So wie auf den Kutter müßte es hier auch laufen... alles nur ne Frage der Ehre der Kutterkapitäne. Man muß nicht zwangsläufig wegen solchen Aktionen Kunden verlieren sondern man kann auch welche gewinnen. Mich z.B....


----------



## Thomas9904 (10. November 2009)

*AW: Mein erster Trip nach Heiligenhafen*

Kein Käpt`n/Besatzung kann/darf da rechtlich mehr machen als darauf hinweisen und später die Polizei rufen.

Auf dem Kutter selber dürfen die nach Aneignung des Fisches durch den Angler nichts machen..

Und wie man das beweisen will mit Mindestmaßen, wen die Viecher filiert sind, dürfte auch interessant sein...

Fazit:
Selber dran halten, mehr kann man nicht machen.............


----------



## raubangler (10. November 2009)

*AW: Mein erster Trip nach Heiligenhafen*



Conchoolio schrieb:


> ....
> Ich möchte damit eher die Angler mal zum nachdenken bringen! Einige von uns müssen wohl mal ein wenig von ihrem hohen Ross runter kommen!



Nur mal zur Begriffsklaerung....
Die, die auf dem 'hohen Ross' sitzen, sind die, die andere belehren wollen.


----------



## offense80 (22. November 2009)

*AW: Mein erster Trip nach Heiligenhafen*

Moin Moin....

Hut ab vor dem Kapitän, finde die Reaktion klasse! Und ich glaube in DK ticken die Uhren auch ein wenig anders grins. Hab es mal an einem Forellenpuff erlebt, das sich ein Angler eine Erlaubniskarte für EINE Angel geholt hatte, sich ca. 15 Meter entfernt von mir hinsetzte, und gaaaanz gemütlich DREI Angeln fertig machte und mit allen DREI gleichzeitig fischte. Nun kam der Besitzer nach ca. 1,5 Stunden um den Teich gewackelt, schaute in sein kleines Buch wo er sich wohl notierte, wer für wieviele Angeln bezahlt hat, steckte sein Buch weg, sagte nicht ein Ton, ging seelenruhig auf den Mann zu, stellte einen Fuss auf jeweils eine Rute die alle auf dem Boden lagen, und riss das Handteil der Ruten mit einem Ruck so nach oben, das beide Ruten (Teleskopruten) brachen und zersplitterten!! Dann sagte er seelenruhig zu dem Angler (ebenfalls Deutscher) das wenn er jetzt ein Problem damit hätte, dieser gern zur Polizei gehen kann und den Vorfall melden könne. 
Der Typ packte wortlos ein, und zumindest an dem Tag habe ich ihn nicht mir der Polizei wiederkommen gesehen. 
Das ist kein Anglerlatein sondern wirklich passiert. Ich saß wie gesagt ca 15 Meter daneben.


----------



## tidecutter (22. November 2009)

*AW: Mein erster Trip nach Heiligenhafen*

Mir scheint es langsam, dass man die Kutteranglerei eigentlich einstellen kann. Fängt da noch irgendein Mensch nenneswerte Fische?
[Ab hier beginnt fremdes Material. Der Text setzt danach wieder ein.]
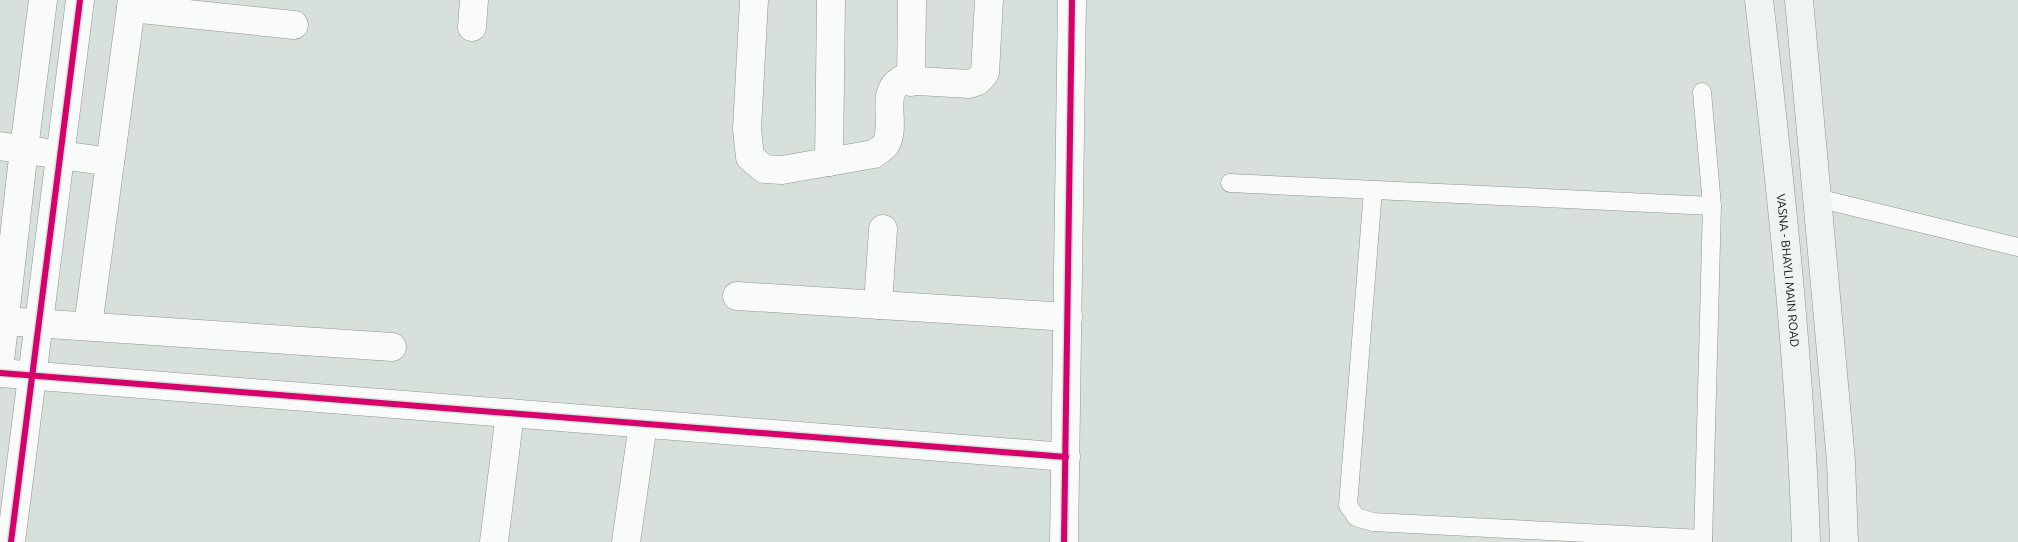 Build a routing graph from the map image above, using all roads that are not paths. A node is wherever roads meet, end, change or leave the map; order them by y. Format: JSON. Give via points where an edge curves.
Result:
{"nodes":[{"id":1,"x":43,"y":0,"type":"edge"},
{"id":2,"x":80,"y":0,"type":"edge"},
{"id":3,"x":474,"y":0,"type":"edge"},
{"id":4,"x":754,"y":0,"type":"edge"},
{"id":5,"x":832,"y":0,"type":"edge"},
{"id":6,"x":912,"y":0,"type":"edge"},
{"id":7,"x":989,"y":0,"type":"edge"},
{"id":8,"x":1072,"y":0,"type":"edge"},
{"id":9,"x":1760,"y":0,"type":"edge"},
{"id":10,"x":1799,"y":0,"type":"edge"},
{"id":11,"x":132,"y":4,"type":"edge"},
{"id":12,"x":294,"y":25,"type":"dead end"},
{"id":13,"x":472,"y":27,"type":"dead end"},
{"id":14,"x":911,"y":82,"type":"junction"},
{"id":15,"x":1702,"y":92,"type":"dead end"},
{"id":16,"x":12,"y":147,"type":"edge"},
{"id":17,"x":61,"y":154,"type":"junction"},
{"id":18,"x":110,"y":162,"type":"junction"},
{"id":19,"x":829,"y":162,"type":"junction"},
{"id":20,"x":1230,"y":183,"type":"dead end"},
{"id":21,"x":1373,"y":190,"type":"junction"},
{"id":22,"x":1817,"y":198,"type":"junction"},
{"id":23,"x":1712,"y":206,"type":"junction"},
{"id":24,"x":883,"y":229,"type":"dead end"},
{"id":25,"x":2018,"y":247,"type":"edge"},
{"id":26,"x":737,"y":296,"type":"dead end"},
{"id":27,"x":878,"y":304,"type":"junction"},
{"id":28,"x":1068,"y":317,"type":"junction"},
{"id":29,"x":4,"y":321,"type":"junction"},
{"id":30,"x":38,"y":323,"type":"junction"},
{"id":31,"x":88,"y":326,"type":"junction"},
{"id":32,"x":392,"y":348,"type":"dead end"},
{"id":33,"x":0,"y":361,"type":"edge"},
{"id":34,"x":0,"y":373,"type":"edge"},
{"id":35,"x":31,"y":375,"type":"junction"},
{"id":36,"x":510,"y":413,"type":"junction"},
{"id":37,"x":643,"y":424,"type":"junction"},
{"id":38,"x":1066,"y":457,"type":"junction"},
{"id":39,"x":1703,"y":540,"type":"edge"},
{"id":40,"x":499,"y":541,"type":"edge"},
{"id":41,"x":11,"y":542,"type":"edge"},
{"id":42,"x":626,"y":542,"type":"edge"},
{"id":43,"x":1064,"y":542,"type":"edge"},
{"id":44,"x":1806,"y":542,"type":"edge"},
{"id":45,"x":1844,"y":542,"type":"edge"}],
"edges":[{"from":1,"to":16,"type":"street"},
{"from":2,"to":17,"type":"street"},
{"from":3,"to":13,"type":"street"},
{"from":4,"to":19,"type":"street","via":[[747,129],[750,157],[764,169],[782,170]]},
{"from":5,"to":19,"type":"street"},
{"from":6,"to":14,"type":"street"},
{"from":7,"to":14,"type":"street","via":[[985,73],[978,81],[969,84]]},
{"from":8,"to":28,"type":"street"},
{"from":9,"to":44,"type":"main road","name":"VASNA - BHAYLI MAIN ROAD","via":[[1781,195],[1803,461]]},
{"from":10,"to":22,"type":"main road"},
{"from":11,"to":12,"type":"street"},
{"from":11,"to":18,"type":"street"},
{"from":14,"to":19,"type":"street","via":[[901,80],[889,93],[890,126],[886,144],[874,154]]},
{"from":15,"to":23,"type":"lane"},
{"from":16,"to":17,"type":"street"},
{"from":16,"to":29,"type":"street"},
{"from":17,"to":18,"type":"street"},
{"from":17,"to":30,"type":"street"},
{"from":18,"to":31,"type":"street"},
{"from":20,"to":21,"type":"lane"},
{"from":21,"to":23,"type":"lane"},
{"from":21,"to":39,"type":"lane","via":[[1348,505],[1356,517],[1373,522]]},
{"from":22,"to":25,"type":"lane"},
{"from":22,"to":45,"type":"main road","via":[[1841,461]]},
{"from":23,"to":39,"type":"lane"},
{"from":24,"to":27,"type":"street"},
{"from":26,"to":27,"type":"street"},
{"from":27,"to":28,"type":"street"},
{"from":28,"to":38,"type":"street"},
{"from":29,"to":30,"type":"street"},
{"from":29,"to":33,"type":"street"},
{"from":30,"to":31,"type":"street"},
{"from":30,"to":35,"type":"street"},
{"from":31,"to":32,"type":"street"},
{"from":34,"to":35,"type":"street"},
{"from":35,"to":36,"type":"street"},
{"from":35,"to":41,"type":"street"},
{"from":36,"to":37,"type":"street"},
{"from":36,"to":40,"type":"street"},
{"from":37,"to":38,"type":"street"},
{"from":37,"to":42,"type":"street"},
{"from":38,"to":43,"type":"street"}]}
Die meisten Berichte, die ich jedenfalls so lese bzw. was ich höre, sieht meistens düster aus.

Freunde von mir sind vor einigen Wochen auch von Warnemünde aus gefahren. Das war auf nahezu allen Kuttern sowas von erbärmlich. Dorsche mit Windeln, kleine Wittlinge und ein paar wenige Heringe.


----------



## kuhni2704 (24. November 2009)

*AW: Mein erster Trip nach Heiligenhafen*

Was ist denn bitte dran an einem Dorsch der das Mindestmaß von 38cm erfüllt. Das ist nicht mal als Portionsdorsch ausreichend. Also liebe Mitangler, denkt bitte an die Zukunft und lasst die Säuglinge leben. Wir (und die Kapitäne) wollen doch auch noch in 10 Jahre unseren Spaß bzw. unsere Existenzgrundlage auf dem Meer haben.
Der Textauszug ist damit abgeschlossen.